* **To do**: Look through the records below, and whenever a line contains "ถนนบางไผ", copy it.

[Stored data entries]
=== Section Start ===
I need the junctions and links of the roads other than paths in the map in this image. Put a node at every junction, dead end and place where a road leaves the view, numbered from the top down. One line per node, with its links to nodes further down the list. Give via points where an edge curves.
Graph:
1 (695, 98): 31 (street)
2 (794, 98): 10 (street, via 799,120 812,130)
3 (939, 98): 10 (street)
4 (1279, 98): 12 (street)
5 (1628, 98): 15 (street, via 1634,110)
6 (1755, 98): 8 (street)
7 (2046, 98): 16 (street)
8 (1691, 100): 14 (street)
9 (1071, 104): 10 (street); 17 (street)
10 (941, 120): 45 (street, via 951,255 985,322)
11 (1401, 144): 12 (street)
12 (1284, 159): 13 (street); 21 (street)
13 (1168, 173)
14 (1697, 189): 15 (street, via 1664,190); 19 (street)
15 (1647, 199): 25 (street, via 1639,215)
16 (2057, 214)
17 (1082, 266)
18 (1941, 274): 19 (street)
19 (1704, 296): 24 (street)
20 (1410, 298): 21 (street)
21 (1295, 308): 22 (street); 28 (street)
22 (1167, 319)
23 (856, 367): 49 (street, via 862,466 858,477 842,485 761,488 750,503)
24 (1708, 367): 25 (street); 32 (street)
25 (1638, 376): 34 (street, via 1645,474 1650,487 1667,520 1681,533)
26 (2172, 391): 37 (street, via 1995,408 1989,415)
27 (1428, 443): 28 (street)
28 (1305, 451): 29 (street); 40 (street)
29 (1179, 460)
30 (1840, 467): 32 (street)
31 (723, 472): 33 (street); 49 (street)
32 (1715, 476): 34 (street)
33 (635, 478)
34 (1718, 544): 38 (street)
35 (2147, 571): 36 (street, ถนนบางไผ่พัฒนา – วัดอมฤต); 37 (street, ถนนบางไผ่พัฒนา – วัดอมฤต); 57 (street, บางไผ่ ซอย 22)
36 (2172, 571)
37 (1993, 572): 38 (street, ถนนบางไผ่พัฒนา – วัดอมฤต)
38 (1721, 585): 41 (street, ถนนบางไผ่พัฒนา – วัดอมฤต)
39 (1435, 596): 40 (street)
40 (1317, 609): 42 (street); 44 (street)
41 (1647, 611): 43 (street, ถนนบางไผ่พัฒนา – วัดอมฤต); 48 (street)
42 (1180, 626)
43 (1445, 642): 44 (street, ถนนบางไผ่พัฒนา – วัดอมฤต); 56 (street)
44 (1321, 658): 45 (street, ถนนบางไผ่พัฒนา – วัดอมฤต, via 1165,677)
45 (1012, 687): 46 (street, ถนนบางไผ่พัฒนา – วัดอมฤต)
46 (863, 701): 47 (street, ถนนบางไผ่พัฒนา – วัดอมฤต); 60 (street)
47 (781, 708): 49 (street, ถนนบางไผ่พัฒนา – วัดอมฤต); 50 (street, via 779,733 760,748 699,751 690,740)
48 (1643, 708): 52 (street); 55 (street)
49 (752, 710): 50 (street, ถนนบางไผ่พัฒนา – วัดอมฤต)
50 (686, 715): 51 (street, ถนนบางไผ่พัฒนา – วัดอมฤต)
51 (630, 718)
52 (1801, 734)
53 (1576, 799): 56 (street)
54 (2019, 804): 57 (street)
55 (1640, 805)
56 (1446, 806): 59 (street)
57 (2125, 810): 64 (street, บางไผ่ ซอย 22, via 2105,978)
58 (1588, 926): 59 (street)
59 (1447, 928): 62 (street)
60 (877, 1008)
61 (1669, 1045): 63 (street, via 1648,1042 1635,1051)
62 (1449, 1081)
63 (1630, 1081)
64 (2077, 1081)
=== Section End ===
* **Task response**:
35 (2147, 571): 36 (street, ถนนบางไผ่พัฒนา – วัดอมฤต); 37 (street, ถนนบางไผ่พัฒนา – วัดอมฤต); 57 (street, บางไผ่ ซอย 22)
37 (1993, 572): 38 (street, ถนนบางไผ่พัฒนา – วัดอมฤต)
38 (1721, 585): 41 (street, ถนนบางไผ่พัฒนา – วัดอมฤต)
41 (1647, 611): 43 (street, ถนนบางไผ่พัฒนา – วัดอมฤต); 48 (street)
43 (1445, 642): 44 (street, ถนนบางไผ่พัฒนา – วัดอมฤต); 56 (street)
44 (1321, 658): 45 (street, ถนนบางไผ่พัฒนา – วัดอมฤต, via 1165,677)
45 (1012, 687): 46 (street, ถนนบางไผ่พัฒนา – วัดอมฤต)
46 (863, 701): 47 (street, ถนนบางไผ่พัฒนา – วัดอมฤต); 60 (street)
47 (781, 708): 49 (street, ถนนบางไผ่พัฒนา – วัดอมฤต); 50 (street, via 779,733 760,748 699,751 690,740)
49 (752, 710): 50 (street, ถนนบางไผ่พัฒนา – วัดอมฤต)
50 (686, 715): 51 (street, ถนนบางไผ่พัฒนา – วัดอมฤต)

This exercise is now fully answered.